■ PROBLEM DESCRIPTION: Going through the entries below, find how many lines hold "dead", then give that number alone.

[Start of section]

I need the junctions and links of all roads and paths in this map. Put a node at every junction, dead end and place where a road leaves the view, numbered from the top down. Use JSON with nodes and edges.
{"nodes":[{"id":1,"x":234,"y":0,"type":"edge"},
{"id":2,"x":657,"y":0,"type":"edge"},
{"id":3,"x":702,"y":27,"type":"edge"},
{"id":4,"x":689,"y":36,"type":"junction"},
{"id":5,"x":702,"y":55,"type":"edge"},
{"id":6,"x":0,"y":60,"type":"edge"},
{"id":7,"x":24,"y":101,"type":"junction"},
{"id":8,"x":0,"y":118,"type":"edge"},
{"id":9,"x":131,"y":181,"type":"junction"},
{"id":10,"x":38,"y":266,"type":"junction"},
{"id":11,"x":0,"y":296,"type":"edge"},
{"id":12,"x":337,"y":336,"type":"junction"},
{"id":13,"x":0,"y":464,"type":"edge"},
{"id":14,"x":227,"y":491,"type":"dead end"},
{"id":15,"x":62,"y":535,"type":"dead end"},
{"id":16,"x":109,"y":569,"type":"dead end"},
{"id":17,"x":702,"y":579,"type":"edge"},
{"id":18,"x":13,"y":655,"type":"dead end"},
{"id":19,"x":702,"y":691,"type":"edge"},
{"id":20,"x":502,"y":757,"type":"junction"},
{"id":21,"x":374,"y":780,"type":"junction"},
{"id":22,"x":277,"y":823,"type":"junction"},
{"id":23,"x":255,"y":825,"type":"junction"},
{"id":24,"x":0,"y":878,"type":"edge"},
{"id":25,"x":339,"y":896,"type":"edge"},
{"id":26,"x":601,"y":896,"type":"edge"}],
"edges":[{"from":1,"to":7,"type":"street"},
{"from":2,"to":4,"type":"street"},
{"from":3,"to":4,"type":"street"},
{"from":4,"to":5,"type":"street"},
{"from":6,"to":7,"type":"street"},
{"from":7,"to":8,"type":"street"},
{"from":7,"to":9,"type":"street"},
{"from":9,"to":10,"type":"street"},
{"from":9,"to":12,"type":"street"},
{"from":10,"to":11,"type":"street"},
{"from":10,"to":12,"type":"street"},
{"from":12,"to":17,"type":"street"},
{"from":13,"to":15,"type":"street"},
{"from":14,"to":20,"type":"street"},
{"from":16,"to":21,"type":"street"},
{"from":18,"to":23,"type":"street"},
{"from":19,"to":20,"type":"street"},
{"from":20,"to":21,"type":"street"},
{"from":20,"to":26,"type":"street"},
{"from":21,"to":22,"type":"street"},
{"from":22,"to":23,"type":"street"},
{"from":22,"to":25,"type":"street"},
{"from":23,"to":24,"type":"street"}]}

[End of section]

■ RESULT OF THIS EXERCISE: 5